A new national broadband plan, combined with the just-announced FCC plan for "net neutrality," or regulating access to the Internet, provides the opportunity for the federal government to  define a  "new public square" with a "common space with shared facts," as Ornstein put it at the August 6 FCC event. He explained, "It's something that was easier when we had three broadcast channels and virtually everybody in the society tuned into them."
Those were the days, you may remember, when Walter Cronkite claimed, "That's the way it is," and many people believed him. We know better now. But Ornstein seems to be pining for the "good old days" when Cronkite and other liberals dominated the dissemination of news and information.

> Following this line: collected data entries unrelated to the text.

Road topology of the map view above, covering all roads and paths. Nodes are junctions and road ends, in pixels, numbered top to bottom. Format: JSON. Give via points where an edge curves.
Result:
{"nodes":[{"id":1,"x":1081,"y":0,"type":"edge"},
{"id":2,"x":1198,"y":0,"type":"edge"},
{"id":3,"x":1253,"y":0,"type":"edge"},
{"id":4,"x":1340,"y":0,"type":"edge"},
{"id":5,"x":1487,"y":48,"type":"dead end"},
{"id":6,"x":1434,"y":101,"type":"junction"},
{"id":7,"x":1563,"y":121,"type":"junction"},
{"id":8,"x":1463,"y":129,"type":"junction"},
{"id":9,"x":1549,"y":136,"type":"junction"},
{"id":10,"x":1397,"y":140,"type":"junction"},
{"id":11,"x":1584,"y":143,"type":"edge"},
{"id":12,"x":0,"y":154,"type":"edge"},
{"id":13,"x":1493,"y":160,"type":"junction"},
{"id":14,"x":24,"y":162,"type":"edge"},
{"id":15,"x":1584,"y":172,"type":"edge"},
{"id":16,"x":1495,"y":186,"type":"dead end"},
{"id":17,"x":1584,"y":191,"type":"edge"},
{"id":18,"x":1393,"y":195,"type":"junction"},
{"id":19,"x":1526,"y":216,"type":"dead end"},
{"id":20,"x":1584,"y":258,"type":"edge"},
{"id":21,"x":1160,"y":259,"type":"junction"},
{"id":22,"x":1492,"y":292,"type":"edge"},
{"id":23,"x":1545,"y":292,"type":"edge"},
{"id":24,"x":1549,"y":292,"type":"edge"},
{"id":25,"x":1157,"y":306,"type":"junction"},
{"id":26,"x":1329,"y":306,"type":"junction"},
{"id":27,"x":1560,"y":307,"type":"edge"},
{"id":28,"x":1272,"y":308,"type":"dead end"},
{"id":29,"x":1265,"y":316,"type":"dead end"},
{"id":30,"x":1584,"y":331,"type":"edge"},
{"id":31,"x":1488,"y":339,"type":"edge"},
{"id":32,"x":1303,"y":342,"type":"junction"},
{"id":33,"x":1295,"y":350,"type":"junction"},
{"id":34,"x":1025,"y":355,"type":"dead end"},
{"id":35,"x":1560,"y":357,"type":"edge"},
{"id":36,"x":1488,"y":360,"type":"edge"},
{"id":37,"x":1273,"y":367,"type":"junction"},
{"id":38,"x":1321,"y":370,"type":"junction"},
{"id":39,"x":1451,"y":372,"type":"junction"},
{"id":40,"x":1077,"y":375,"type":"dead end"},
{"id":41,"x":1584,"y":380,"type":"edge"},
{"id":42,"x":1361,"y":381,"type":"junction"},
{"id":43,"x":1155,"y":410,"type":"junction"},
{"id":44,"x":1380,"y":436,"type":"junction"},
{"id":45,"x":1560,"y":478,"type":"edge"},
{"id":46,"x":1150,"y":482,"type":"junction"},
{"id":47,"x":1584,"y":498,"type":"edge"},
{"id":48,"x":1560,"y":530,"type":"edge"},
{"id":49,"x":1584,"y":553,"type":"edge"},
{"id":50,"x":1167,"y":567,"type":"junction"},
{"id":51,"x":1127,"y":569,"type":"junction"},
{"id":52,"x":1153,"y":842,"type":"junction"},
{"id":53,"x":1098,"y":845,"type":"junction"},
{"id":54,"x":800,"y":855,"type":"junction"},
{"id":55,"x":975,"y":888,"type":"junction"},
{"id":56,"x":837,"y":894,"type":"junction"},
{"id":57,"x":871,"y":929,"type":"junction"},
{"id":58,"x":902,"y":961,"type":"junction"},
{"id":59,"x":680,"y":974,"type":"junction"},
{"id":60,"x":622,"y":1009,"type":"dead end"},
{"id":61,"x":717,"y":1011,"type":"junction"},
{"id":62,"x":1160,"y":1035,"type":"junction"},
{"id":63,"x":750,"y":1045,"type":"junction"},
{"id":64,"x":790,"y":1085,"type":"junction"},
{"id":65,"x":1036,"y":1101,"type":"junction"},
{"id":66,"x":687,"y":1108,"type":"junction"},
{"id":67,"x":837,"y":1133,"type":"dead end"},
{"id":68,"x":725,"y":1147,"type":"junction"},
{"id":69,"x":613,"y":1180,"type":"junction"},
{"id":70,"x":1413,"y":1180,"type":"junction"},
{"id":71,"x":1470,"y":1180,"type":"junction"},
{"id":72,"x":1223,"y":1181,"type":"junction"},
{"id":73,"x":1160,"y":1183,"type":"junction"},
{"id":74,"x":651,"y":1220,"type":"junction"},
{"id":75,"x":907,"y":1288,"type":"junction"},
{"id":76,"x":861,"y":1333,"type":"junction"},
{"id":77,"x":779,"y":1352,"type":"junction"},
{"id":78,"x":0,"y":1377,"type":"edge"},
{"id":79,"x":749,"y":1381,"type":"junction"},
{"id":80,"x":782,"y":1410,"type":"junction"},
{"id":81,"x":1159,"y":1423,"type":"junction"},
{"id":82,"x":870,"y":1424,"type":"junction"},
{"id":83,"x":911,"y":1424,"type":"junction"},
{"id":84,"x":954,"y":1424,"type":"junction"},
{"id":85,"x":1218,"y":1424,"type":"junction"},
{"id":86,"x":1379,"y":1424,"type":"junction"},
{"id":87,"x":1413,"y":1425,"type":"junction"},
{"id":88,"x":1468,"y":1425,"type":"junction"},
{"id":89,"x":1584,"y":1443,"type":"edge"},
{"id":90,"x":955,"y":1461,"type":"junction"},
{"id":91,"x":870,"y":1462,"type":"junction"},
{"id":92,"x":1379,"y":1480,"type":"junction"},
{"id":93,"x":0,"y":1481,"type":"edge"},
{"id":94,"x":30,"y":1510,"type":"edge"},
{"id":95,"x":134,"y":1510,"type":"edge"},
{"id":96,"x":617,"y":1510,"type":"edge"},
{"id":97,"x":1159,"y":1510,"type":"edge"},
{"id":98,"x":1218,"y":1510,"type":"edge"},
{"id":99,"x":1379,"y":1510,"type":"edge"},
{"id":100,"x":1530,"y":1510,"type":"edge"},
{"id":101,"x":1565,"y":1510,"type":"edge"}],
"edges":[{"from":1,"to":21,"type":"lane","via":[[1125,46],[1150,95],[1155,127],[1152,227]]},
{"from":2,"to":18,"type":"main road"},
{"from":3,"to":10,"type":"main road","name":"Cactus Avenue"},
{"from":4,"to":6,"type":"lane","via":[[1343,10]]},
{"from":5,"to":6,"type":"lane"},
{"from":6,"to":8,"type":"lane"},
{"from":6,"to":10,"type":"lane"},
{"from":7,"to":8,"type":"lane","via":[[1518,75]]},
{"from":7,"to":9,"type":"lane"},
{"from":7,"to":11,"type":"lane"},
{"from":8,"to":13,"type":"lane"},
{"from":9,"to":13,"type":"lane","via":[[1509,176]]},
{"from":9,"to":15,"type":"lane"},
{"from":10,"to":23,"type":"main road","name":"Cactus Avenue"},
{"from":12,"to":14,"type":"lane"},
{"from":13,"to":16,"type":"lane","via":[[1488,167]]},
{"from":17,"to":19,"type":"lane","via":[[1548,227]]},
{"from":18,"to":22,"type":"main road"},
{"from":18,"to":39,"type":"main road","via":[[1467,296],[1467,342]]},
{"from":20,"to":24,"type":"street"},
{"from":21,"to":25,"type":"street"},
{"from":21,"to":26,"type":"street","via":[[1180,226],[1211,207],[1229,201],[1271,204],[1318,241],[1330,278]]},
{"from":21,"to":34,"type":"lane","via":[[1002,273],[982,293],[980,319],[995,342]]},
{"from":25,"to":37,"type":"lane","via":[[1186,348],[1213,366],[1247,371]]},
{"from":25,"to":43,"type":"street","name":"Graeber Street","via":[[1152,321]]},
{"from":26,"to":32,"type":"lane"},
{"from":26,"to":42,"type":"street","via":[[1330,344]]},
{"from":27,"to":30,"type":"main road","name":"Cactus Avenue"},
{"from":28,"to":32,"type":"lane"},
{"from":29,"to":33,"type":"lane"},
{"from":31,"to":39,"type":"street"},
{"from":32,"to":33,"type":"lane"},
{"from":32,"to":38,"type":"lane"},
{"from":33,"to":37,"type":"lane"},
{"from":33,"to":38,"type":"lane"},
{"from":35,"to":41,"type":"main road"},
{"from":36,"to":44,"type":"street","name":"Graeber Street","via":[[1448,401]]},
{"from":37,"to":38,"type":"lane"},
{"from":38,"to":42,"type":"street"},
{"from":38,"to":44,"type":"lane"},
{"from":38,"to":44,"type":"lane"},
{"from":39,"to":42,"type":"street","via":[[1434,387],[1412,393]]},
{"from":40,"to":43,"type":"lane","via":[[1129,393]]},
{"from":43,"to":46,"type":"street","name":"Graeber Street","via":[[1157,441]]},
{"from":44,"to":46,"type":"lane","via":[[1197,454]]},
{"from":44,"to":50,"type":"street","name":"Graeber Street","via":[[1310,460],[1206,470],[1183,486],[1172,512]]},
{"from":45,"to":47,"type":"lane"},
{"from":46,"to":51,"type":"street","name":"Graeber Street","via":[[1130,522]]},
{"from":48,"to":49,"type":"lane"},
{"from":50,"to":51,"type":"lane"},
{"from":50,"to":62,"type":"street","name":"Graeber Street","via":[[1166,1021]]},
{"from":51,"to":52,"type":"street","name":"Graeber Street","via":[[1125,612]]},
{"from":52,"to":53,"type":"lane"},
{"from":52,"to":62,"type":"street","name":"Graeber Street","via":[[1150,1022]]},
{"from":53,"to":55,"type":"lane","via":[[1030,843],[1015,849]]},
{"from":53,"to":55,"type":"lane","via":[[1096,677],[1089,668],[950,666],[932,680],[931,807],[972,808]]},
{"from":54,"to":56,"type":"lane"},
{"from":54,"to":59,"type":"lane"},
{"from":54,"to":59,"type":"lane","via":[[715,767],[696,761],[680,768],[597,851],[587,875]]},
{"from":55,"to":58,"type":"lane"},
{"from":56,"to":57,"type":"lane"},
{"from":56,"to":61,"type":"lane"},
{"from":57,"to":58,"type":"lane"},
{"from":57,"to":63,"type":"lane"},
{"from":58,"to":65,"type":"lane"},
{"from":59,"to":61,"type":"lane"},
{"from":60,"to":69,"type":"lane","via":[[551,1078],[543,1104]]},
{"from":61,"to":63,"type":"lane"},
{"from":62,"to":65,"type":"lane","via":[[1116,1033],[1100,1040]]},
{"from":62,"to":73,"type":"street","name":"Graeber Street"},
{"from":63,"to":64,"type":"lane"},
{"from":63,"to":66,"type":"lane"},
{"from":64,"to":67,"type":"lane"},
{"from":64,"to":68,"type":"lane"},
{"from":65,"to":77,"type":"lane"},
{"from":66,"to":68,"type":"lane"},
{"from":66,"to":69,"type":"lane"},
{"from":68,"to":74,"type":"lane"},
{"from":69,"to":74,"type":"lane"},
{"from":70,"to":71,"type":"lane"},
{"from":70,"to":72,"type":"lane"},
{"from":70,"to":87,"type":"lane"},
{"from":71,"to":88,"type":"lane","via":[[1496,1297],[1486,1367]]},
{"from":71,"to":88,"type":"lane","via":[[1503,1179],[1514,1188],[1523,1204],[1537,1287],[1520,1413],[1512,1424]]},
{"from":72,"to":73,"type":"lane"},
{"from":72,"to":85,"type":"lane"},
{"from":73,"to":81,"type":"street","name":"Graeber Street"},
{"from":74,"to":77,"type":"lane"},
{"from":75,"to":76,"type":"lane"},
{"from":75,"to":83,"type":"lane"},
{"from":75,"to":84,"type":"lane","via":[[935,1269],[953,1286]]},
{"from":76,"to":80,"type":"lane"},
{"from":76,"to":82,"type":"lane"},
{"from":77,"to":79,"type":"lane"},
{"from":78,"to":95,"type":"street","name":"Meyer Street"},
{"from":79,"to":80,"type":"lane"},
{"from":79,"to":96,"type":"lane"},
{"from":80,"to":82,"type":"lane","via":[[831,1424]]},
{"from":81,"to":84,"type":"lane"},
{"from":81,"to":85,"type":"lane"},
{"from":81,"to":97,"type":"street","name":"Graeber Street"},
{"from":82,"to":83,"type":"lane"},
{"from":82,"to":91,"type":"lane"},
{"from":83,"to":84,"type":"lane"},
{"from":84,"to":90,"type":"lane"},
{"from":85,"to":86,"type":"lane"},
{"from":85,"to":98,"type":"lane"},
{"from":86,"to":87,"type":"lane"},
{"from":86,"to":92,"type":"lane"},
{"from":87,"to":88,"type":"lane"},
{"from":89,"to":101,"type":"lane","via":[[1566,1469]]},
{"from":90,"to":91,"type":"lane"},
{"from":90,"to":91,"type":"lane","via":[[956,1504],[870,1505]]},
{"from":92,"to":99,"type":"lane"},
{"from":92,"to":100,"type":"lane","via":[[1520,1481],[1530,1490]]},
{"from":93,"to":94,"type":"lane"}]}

These days we have conservative talk radio, Fox News, and alternatives to the "mainstream" media on the Internet. It is obvious that the Obama Administration and its progressive backers don't appreciate this new state of affairs.
Ornstein contrasted what can be, under federal direction, to what we are witnessing "now on health reform," when so many dissenting voices are being heard. He added, "It becomes much more difficult when you have a cacophonous system with fragmented areas of communication." And that "cacophony and fragmentation" is most apparent on the Internet, he said.
While the Internet is apparently confusing people with too much information, Ornstein said that the Internet also offers "multiple opportunities" to "develop a public square." He made these remarks at an event presided over by Obama's FCC chairman Julius Genachowski. The assumption of the exercise was that the federal government, under the cover of a national broadband plan, should not only regulate the Internet but provide new media for the public. 
Telling People What To Think
Assisting Genachowski is Mark Lloyd, Associate General Counsel and chief diversity officer at the agency. Lloyd used to work at the Benton Foundation, which is assisting this effort and previously issued a report recommending that the Obama Administration "should adopt policies to ensure that all Americans" have the ability to:

  • "Know when you need information to help resolve a problem;
  • "Know from whom, when, where, and how to seek that needed information;
  • "Know how to differentiate between authentic and unauthentic information;
  • "Know how to organize information and interpret it correctly once retrieved; and
  • "Know how to use the information to solve the problem or make the decision."

The idea of the federal government telling people how to "differentiate between authentic and inauthentic information" is frightening. But this is part of Benton's "Action Plan for America."
Once Mark Lloyd left the Benton Foundation for the Center for American Progress, the two organizations collaborated on a letter demanding that the FCC require that broadcasters meet "public interest" obligations, provide access to the media by various groups, and "enhance political discourse." All of these measures are designed to give left-wing "progressives" more access to the media.
Now Lloyd is in a position to bring this about through federal regulation.
"What we really need in this country," Lloyd says, "is... a competitive alternative to commercial broadcasting" that would be supported by the public and "fully financed."
It sounds suspiciously like the "new public square" is the "public option" for the media. But so far there seems to be little debate or even discussion over what they have in store for us, and how they have already obtained $7.2 billion for this extreme makeover not only of our media but our system of government.